Mais il se pourrait aussi que l’indépendance prenne un détour autonomiste : rien n’interdit de croire que bien des caquistes, et François Legault le premier, pourraient, en faisant l’expérience des limites objectives du cadre canadien, redécouvrir peu à peu leurs convictions souverainistes, qu’ils ont peut-être moins renié que refoulé. À tout le moins, c’est une hypothèse qu’on peut prendre au sérieux. Chose certaine, la CAQ, par sa posture affirmationiste et autonomiste, enclenche à nouveau la dynamique de la question nationale et pourrait pousser bien des Québécois à s’y intéresser de nouveau, et cela peut-être malgré ce qu’elle souhaite. On ne sait trop quelle forme prendra la question nationale dans une décennie. La tension entre le multiculturalisme canadien et la laïcité québécoise poussera-t-elle la fédération à l’éclatement? Une chose est certaine: la souveraineté ne pourra un jour se réaliser que si la majorité historique francophone demeure assez majoritaire pour la porter. 
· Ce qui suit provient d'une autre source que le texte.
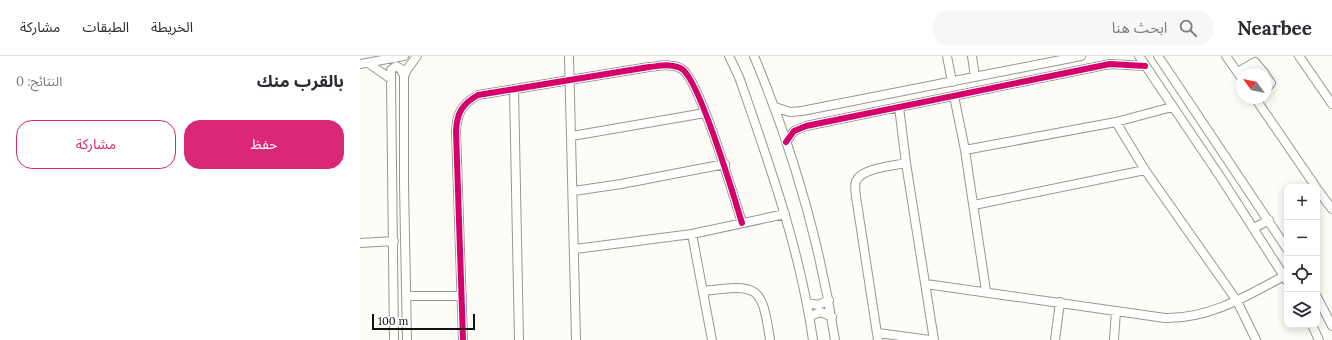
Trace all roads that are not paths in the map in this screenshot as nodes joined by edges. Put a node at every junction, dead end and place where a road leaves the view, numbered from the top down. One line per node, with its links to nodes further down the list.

Retour à l’ouvrage de Lisée. Il est le bienvenu: il contribuera à la réflexion sur l’avenir du Parti Québécois, à un moment où ce dernier connait de bien mauvais jours. Je suis convaincu que Jean-François Lisée aurait été un excellent premier ministre. L’histoire en a voulu autrement. Il pourra redevenir un excellent chroniqueur et analyste. Il pourrait même se lancer dans l’écriture du gros livre qu’il nous doit: il s’agit de ses Mémoires référendaires. Qu’il s’y mette le plus tôt possible. Conviction gaullienne: c’est souvent en racontant l’histoire qu’on peut la réenclencher. On ne saurait sous-estimer la puissance du récit sur l’esprit des peuples. Que Jean-François Lisée voit dans ce dernier conseil une marque d’estime: c’est parce que je crois qu’il a encore beaucoup à offrir que je l’y pousse.